Lex has seemed to have looked up to Clark for so long, to have admired his morals and his commitment to things, that I wondered whether Lex might some time in the future become Clark's self-appointed "foil". As long as Metropolis was clearly threatened by a villain then "Superman" would not be a distrusted freak with a Messiah complex but a beloved hero. In this way, Lex could indulge wealth and power but still believe he was making a contribution to the greater good.
Of course, it would still necessitate a Rift between Lex and Clark, but I thought if circumstances caused Lex to consider his own sullied image irretrievable and he eventually gave in to his desire for power, money and control, that he might somewhere in the back of his mind consider himself a balance to Clark's heroism -- his "foil". I think Lex still harbours a desire to "do great things" (to Cassandra in
Hourglass) but that eventually he might see that his greatness lay in a different direction than he first thought. That would have left the characters in balance for me and as everyone says, still with a possibility of redemption for Lex at some time in the future. In this way Superman and Luthor, as hero and anti-hero, create the cosmic balance that allows Superman to continue to be a force for good.

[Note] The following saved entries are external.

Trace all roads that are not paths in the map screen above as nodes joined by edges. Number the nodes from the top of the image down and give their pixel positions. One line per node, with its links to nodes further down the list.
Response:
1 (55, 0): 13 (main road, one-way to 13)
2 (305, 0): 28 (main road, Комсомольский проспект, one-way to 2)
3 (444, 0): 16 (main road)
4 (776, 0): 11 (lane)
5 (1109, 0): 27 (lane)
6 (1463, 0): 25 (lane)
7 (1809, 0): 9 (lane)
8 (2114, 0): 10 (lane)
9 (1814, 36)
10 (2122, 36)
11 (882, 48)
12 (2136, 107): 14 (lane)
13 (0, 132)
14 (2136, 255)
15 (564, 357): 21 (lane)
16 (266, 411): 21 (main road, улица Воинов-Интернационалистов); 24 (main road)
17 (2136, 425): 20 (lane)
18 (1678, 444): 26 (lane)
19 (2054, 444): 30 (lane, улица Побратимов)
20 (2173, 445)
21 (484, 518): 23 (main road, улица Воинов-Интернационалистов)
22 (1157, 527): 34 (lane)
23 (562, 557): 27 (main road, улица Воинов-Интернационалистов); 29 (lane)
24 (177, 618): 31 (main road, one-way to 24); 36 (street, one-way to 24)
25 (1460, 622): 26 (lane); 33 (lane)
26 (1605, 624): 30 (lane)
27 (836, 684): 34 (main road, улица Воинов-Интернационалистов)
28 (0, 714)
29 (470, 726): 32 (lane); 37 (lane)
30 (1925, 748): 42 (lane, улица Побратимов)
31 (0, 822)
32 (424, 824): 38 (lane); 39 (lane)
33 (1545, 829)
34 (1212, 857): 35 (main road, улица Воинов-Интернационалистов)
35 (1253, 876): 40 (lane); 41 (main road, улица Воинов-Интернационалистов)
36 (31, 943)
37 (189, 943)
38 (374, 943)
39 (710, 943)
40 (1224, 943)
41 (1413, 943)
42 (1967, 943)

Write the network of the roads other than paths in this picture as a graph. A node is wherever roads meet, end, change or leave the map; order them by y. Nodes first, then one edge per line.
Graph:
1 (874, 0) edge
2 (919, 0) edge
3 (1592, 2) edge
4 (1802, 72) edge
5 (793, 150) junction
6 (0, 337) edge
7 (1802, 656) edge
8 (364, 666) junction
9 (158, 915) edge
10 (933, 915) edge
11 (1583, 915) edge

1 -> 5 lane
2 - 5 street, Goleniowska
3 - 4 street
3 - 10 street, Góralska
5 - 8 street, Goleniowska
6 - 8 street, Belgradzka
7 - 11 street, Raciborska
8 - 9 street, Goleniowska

I dunno, perhaps that's just WAAAY too romantic a notion.
And lastly, when my utter contempt for Bo Kent reached its nadir, I harboured thoughts that it would be blatantly
obvious why Lex had to devote his life to fighting against that kind of holier-than-thou cloying Kent conceit as a kind of self-appointed knight for common sense. Every time the future Superman landed somewhere, placed his hands on his hips and started lecturing the citizens of Metropolis with his best Pa Kent platitudes I thought we might well all be cheering Lex on to civil disobedience.
What I didn't expect was for them to simply carve out the parts of Lex's personality that weren't co-operating and start over. That's just so unfair.
As the horrific event approaches, may I be excused to put my head in a bucket, my fingers in my ears and sing the theme song to Gilligan's Island, very loudly, in Esperanto.